Over a few years, the inventory grows. The org's mental model of "our repos" stays small. The two diverge quietly. Then a security incident, a compliance audit, or a dependency CVE forces a cross-cut, and the divergence becomes visible. The cost of fixing it grows linearly with how long the divergence has been allowed to widen.
The temptation is to write a one-time cleanup script. Don't. Cleanup scripts that aren't backed by creation-time enforcement just reset the clock. GitHub's own audit found archived repositories with no commits since 2008 — meaning the org had been accumulating this debt for at least fifteen years before anyone tried to pay it down. A single cleanup without a structural fix would have started the same cycle over.
The structural fix is what makes GitHub's 45-day effort durable, not heroic. The 30-day grace gets the backlog down to zero. The custom properties keep new repos from joining the backlog. The 1-hour detection loop catches bypass attempts before they metastasize. The low water mark keeps the loop from doing more damage than it prevents when something goes wrong. Each piece is small; together they form a system that compounds.
The deeper lesson isn't about GitHub specifically. It's about how platform engineering defaults get set. The cost of an orphan repo isn't paid when you create it.
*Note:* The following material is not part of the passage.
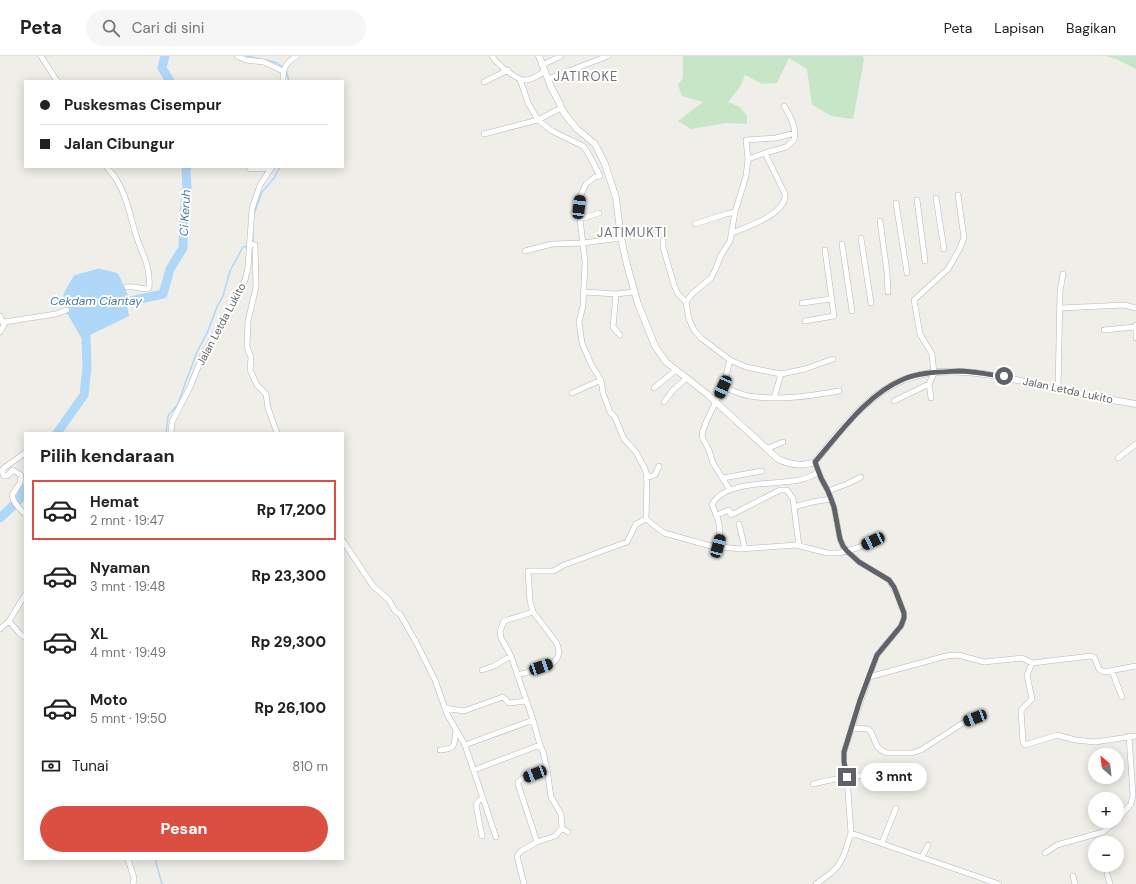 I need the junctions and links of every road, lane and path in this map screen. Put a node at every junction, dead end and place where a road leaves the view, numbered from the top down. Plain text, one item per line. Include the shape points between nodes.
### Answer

It's paid years later, the day a security alert lands in a repo nobody watches, a dependency needs patching in code nobody owns, or a compliance audit asks "who's responsible for this." Every repo without a durable owner is a small loan against a future incident.
The 45-day cleanup wasn't heroic. It was the inevitable payback for years of "we'll add ownership later." Most engineering orgs have a version of this debt. The architecture GitHub published is one of the more reproducible ways to clear it.